## EXCERPTED DATA
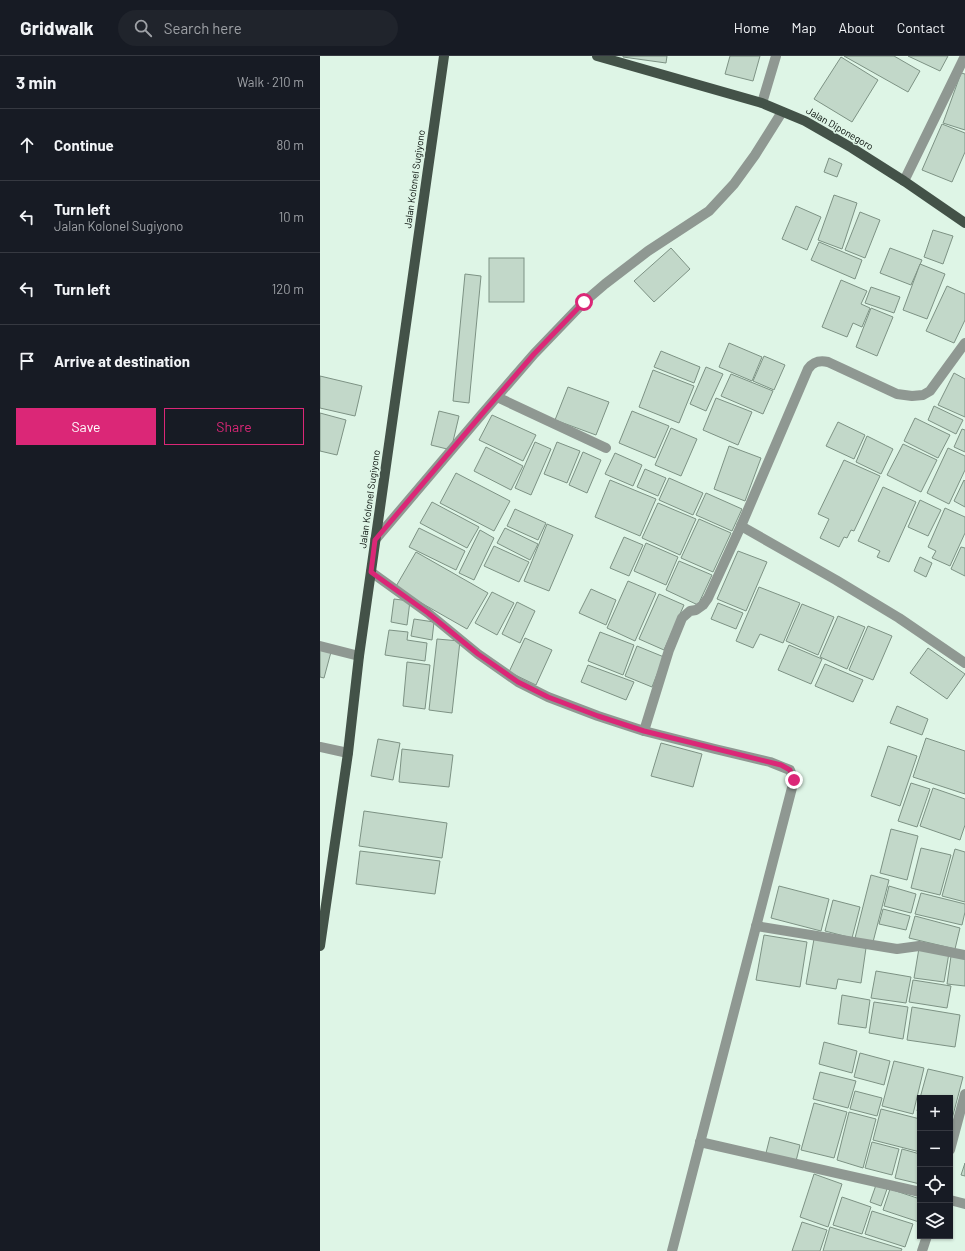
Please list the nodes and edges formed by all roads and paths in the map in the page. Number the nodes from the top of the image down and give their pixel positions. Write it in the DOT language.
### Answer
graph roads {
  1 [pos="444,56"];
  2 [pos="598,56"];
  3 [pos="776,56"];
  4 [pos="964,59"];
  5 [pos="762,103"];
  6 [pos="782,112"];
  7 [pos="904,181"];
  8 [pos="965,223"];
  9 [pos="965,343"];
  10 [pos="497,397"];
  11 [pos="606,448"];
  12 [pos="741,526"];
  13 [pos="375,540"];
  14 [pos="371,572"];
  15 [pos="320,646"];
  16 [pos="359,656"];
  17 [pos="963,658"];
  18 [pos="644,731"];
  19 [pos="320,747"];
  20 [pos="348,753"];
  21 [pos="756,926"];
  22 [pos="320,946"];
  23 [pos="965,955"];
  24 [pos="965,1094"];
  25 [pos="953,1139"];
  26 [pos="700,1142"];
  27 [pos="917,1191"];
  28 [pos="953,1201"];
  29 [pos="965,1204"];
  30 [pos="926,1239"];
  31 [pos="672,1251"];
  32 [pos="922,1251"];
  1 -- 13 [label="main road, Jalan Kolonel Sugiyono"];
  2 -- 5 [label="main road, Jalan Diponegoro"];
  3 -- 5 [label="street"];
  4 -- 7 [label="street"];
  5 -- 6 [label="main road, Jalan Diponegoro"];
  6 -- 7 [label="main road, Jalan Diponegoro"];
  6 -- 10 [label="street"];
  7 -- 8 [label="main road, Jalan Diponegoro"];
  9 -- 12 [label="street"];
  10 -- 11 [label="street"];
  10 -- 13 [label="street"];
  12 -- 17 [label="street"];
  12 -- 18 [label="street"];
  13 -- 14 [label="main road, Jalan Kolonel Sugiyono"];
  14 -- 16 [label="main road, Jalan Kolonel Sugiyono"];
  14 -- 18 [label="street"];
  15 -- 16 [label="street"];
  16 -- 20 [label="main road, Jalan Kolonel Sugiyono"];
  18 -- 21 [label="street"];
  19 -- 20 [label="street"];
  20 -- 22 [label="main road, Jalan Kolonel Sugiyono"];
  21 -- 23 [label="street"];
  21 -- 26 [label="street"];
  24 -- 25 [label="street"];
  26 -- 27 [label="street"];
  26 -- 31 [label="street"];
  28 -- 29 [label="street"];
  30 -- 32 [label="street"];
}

--

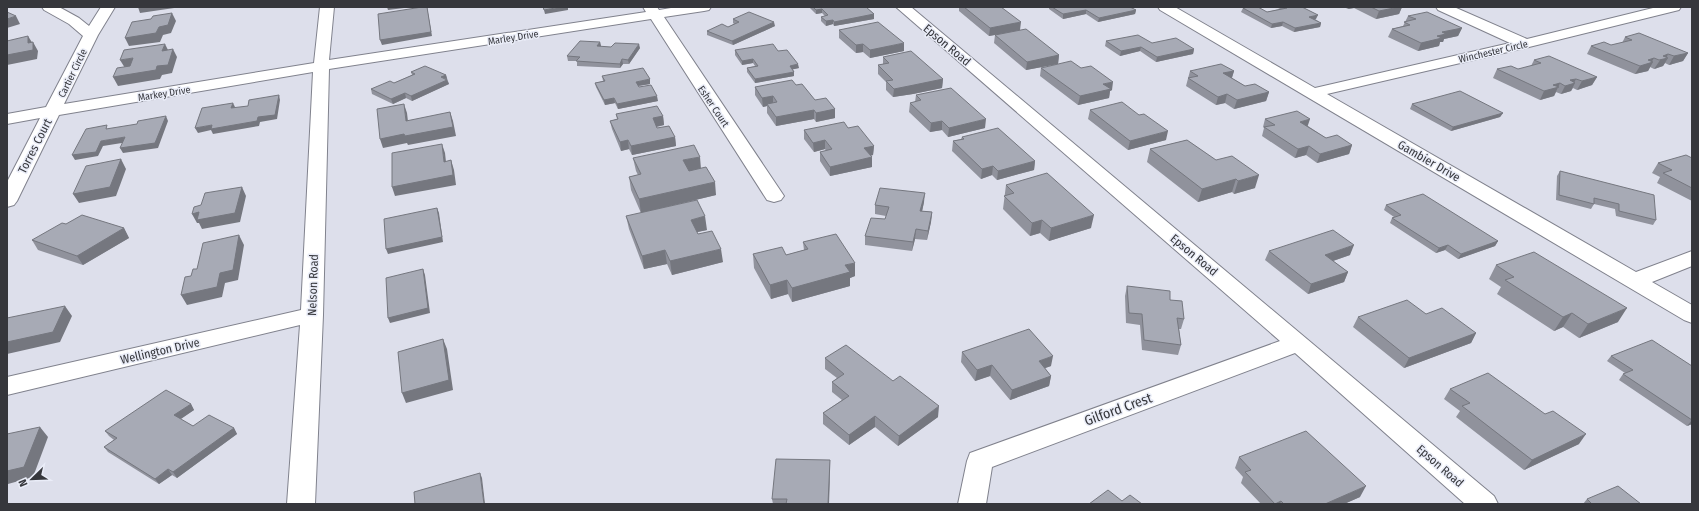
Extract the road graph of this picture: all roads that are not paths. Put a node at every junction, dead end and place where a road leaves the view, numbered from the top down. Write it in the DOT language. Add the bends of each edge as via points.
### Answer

## YOUR INSTRUCTIONS
Those lines above that contain the string "Write" should be returned.

## RESPONSE
Please list the nodes and edges formed by all roads and paths in the map in the page. Number the nodes from the top of the image down and give their pixel positions. Write it in the DOT language.
Extract the road graph of this picture: all roads that are not paths. Put a node at every junction, dead end and place where a road leaves the view, numbered from the top down. Write it in the DOT language. Add the bends of each edge as via points.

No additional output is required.